Google has issued refunds to advertisers for running ads on websites with fake traffic. Unfortunately for advertisers who paid Google to show their ads, they’ll only get a fraction of the cost of the ads served to invalid traffic. People familiar with the situation have said that Google will reimburse “platform fees” which covers about 7% to 10% of the total purchase.
According to a report, Google’s parent company, Alphabet, informed marketers and ad agency partners that ads they’d paid to have shown via Google were falling victim to what’s termed ad fraud. This means that “bots” were being displayed ads that they were obviously never going to click on, therefore, being a waste of money to the advertisers. The latest case of ad fraud was larger than usual and has impacted advertisers harder.
Scott Spencer, director of project management at Google said the meagre refunds had been paid back to advertisers but didn’t share much more:
“Today, we can’t disclose the information about third parties. So when we aren’t able to catch invalid traffic before it impacts our advertisers and we’re unable to refund their media spent, it hurts us, even if we’re not responsible.”
Google is now working to fix the issue.
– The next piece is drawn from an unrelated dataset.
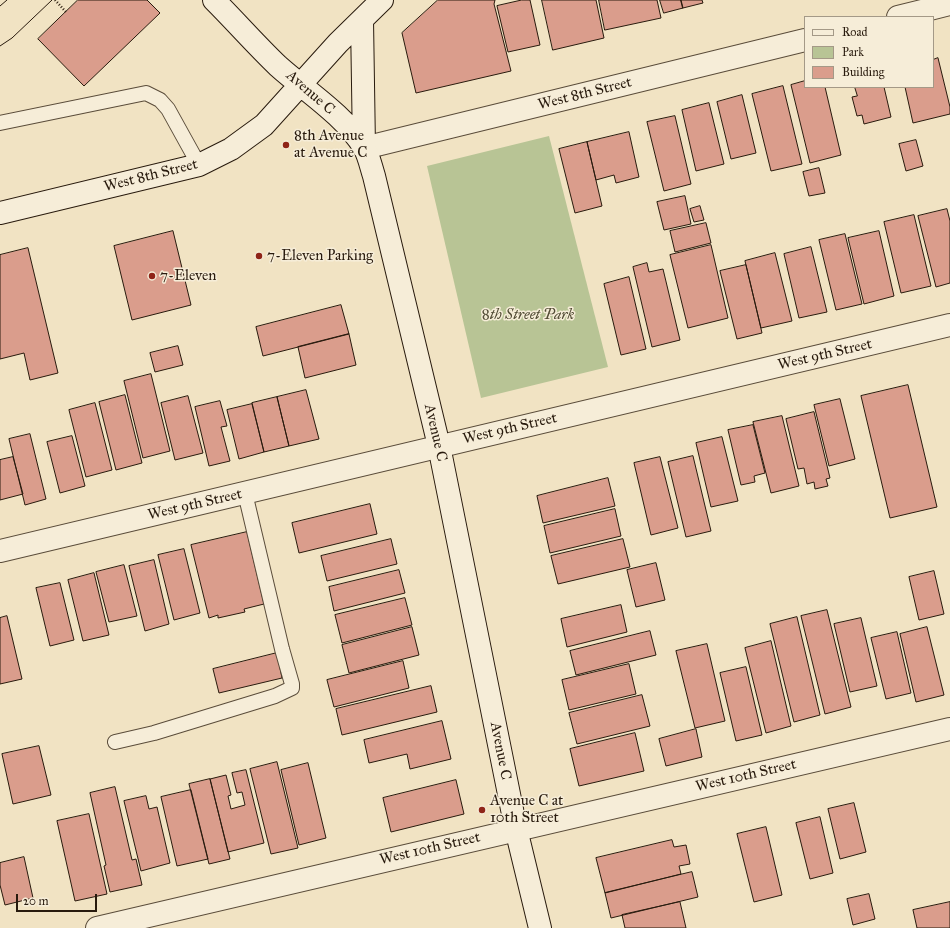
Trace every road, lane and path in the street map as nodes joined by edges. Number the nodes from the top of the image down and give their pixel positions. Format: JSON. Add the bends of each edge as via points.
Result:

The new system will provide clarity over which tech providers in the ad-buying chain are responsible for making the refunds. The system will also include technology to ensure advertisers are repaid full credit from Google and its partners when incidents occur.
As part of the new system Google is in discussions with over 100 exchanges, ad networks and publishers that its DoubleClick Bid Manager connects to. It wants them to notify to ad buyers whether they are willing to refund the entire media spend if ad fraud occurs.